- **What to do**: Every line of the following records that includes "result" should be copied.

- **Data shown**:
######
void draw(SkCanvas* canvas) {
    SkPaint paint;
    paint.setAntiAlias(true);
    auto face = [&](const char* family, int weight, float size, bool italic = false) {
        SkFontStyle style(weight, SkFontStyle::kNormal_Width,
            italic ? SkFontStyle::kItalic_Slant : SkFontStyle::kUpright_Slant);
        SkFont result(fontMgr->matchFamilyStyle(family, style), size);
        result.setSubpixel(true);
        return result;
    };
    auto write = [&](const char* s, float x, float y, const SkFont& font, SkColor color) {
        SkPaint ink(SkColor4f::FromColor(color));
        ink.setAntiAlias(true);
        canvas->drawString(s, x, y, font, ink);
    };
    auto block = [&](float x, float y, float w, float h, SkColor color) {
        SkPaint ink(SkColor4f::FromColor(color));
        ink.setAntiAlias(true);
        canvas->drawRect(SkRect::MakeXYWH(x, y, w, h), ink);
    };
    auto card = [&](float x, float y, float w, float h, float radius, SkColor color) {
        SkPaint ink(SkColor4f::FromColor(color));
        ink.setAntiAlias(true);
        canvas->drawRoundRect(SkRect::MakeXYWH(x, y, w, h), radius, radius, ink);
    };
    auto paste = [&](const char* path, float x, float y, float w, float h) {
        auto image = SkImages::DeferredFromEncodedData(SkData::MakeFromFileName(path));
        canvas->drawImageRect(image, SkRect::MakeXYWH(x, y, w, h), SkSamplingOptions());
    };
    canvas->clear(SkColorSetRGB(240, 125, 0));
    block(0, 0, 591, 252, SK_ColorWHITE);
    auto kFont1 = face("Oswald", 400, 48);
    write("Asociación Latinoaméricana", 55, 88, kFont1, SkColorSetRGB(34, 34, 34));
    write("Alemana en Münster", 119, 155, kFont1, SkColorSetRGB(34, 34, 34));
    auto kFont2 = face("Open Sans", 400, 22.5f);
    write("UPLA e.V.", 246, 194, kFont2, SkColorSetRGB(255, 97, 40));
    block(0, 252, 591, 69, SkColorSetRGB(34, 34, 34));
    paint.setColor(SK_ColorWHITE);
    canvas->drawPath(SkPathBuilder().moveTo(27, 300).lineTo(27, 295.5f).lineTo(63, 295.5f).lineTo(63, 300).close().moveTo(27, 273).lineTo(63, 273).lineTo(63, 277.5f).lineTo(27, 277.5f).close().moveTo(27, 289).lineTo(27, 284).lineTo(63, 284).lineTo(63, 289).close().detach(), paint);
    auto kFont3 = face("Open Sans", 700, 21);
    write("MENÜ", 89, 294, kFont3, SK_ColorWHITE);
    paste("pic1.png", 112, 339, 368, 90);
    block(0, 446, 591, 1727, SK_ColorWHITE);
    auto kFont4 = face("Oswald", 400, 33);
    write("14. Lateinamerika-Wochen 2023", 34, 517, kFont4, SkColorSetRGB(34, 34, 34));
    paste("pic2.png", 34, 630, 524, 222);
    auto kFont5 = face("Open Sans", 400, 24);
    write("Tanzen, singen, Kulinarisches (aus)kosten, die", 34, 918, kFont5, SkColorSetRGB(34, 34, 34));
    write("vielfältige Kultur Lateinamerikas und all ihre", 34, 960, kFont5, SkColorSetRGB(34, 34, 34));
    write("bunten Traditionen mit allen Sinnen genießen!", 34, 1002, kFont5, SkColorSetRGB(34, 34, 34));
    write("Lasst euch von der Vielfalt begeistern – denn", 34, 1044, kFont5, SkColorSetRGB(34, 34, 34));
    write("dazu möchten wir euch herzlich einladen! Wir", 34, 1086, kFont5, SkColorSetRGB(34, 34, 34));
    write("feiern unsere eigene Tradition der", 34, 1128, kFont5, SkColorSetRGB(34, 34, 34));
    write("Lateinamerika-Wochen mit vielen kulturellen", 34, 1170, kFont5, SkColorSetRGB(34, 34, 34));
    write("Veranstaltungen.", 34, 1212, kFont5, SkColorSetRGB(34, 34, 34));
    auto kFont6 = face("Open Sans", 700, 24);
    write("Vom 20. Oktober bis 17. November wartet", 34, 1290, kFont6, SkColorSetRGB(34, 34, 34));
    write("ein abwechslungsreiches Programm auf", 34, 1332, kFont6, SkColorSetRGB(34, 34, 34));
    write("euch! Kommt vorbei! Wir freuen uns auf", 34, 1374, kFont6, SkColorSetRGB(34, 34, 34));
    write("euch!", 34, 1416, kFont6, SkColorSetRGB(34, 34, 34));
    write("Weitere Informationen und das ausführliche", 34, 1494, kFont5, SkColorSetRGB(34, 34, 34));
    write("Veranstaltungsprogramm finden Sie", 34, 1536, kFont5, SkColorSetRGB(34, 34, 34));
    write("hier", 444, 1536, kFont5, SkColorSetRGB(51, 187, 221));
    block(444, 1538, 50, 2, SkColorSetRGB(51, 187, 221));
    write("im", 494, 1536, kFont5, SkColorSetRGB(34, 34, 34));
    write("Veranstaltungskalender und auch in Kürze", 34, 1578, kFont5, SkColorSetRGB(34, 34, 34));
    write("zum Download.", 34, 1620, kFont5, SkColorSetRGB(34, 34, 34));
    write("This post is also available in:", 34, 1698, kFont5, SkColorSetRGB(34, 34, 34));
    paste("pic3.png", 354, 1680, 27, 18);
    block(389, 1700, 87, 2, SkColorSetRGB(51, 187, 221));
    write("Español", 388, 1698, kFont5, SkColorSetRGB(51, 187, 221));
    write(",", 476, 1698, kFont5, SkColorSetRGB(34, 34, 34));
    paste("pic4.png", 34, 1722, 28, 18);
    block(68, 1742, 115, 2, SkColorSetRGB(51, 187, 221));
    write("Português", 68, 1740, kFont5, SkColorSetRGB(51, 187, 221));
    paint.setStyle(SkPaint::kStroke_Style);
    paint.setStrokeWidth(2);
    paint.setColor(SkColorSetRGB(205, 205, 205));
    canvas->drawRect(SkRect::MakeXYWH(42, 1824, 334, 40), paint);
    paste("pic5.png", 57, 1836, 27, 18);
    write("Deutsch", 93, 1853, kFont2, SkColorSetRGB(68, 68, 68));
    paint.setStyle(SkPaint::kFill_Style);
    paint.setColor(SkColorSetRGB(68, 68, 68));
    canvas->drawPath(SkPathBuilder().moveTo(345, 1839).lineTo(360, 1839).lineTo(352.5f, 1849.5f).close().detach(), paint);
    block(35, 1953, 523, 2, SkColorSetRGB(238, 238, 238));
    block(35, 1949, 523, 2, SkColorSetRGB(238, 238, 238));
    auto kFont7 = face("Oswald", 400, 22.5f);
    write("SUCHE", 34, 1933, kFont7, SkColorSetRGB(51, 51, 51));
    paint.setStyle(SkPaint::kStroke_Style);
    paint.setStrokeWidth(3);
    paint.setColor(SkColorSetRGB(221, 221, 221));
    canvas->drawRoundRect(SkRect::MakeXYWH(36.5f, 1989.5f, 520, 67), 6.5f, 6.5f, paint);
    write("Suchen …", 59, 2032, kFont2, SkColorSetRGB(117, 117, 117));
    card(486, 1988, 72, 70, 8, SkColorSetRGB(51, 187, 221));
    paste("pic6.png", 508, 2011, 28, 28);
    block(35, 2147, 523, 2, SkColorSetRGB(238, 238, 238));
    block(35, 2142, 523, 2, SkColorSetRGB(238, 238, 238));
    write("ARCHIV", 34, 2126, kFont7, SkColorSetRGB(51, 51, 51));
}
######
- **Reply**:
        SkFont result(fontMgr->matchFamilyStyle(family, style), size);
        result.setSubpixel(true);
        return result;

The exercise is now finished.